]> git-server-git.apps.pok.os.sepia.ceph.com Git - ceph.git/commitdiff
cephadm: retry cleaning old cgroups when it fails 67049/head
authorAdam King <adking@redhat.com>
Thu, 22 Jan 2026 16:25:02 +0000 (11:25 -0500)
committerAdam King <adking@redhat.com>
Thu, 22 Jan 2026 16:25:02 +0000 (11:25 -0500)
It is possible that when attempting to redeploy a daemon
the shutdown of the daemon from cephadm running `systemctl stop`
may not have completed and we'll be unable to finish
cleaning the old cgroup. In these cases, moving on
immediately to try to start the systemd unit tends to
result in it failing to start. This patch adds a retry
to cleaning the old cgroups that should hopefully
avoid the race condition and daemons failing to start
because of it

Signed-off-by: Adam King <adking@redhat.com>
src/cephadm/cephadm.py

index 4e255e551656bf9e793c3bfa7916937c0730adf9..03234518cc74ec25c71c73954dc99c41a345dfa7 100755 (executable)

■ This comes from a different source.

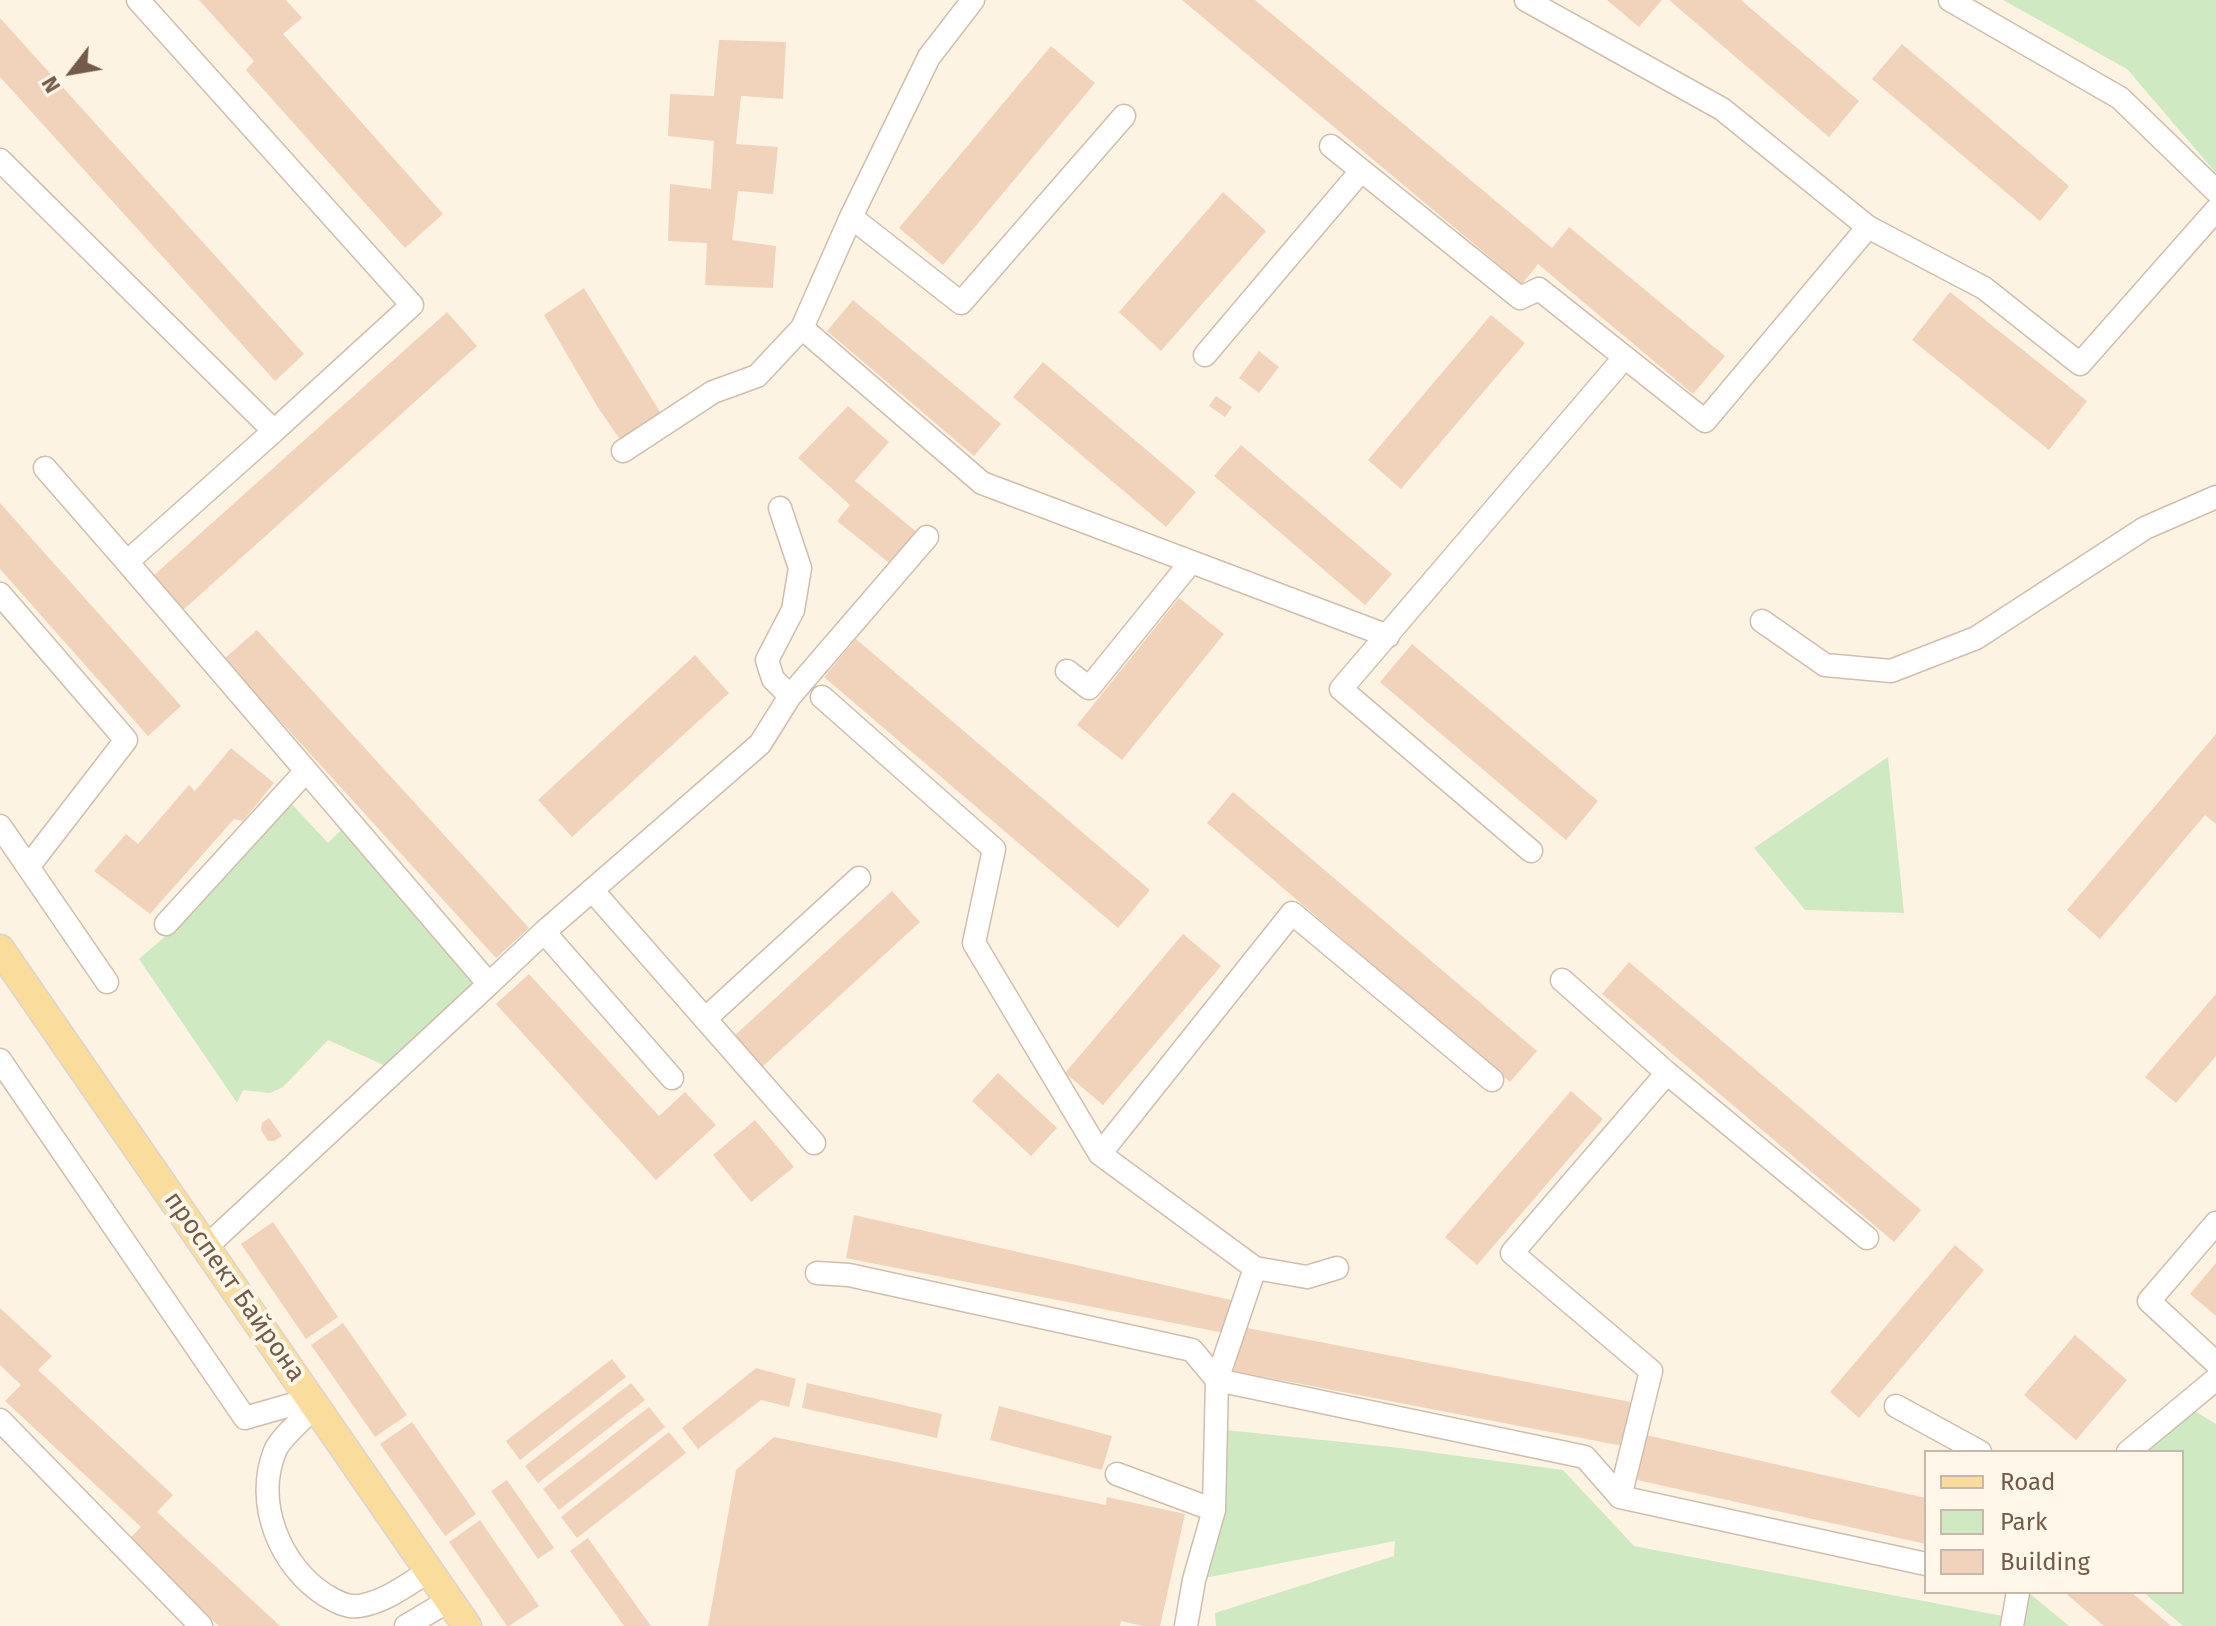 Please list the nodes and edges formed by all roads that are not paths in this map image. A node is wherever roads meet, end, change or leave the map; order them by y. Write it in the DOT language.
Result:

@@ -1015,10 +1015,18 @@ def clean_cgroup(ctx: CephadmContext, fsid: str, unit_name: str) -> None:
             if p.is_dir():
                 cg_trim(p)
         path.rmdir()
-    try:
-        cg_trim(cg_path)
-    except OSError:
-        logger.warning(f'Failed to trim old cgroups {cg_path}')
+
+    for s in [0.5, 1.0, 2.0, False]:
+        try:
+            cg_trim(cg_path)
+        except OSError:
+            if not s:
+                logger.warning(f'Failed 4 times to trim old cgroups <{cg_path}>. Giving up!')
+            else:
+                logger.warning(f'Failed to trim old cgroups <{cg_path}>. Retrying in {s} seconds...')
+                time.sleep(s)
+        else:
+            break
 
 
 def deploy_daemon_units(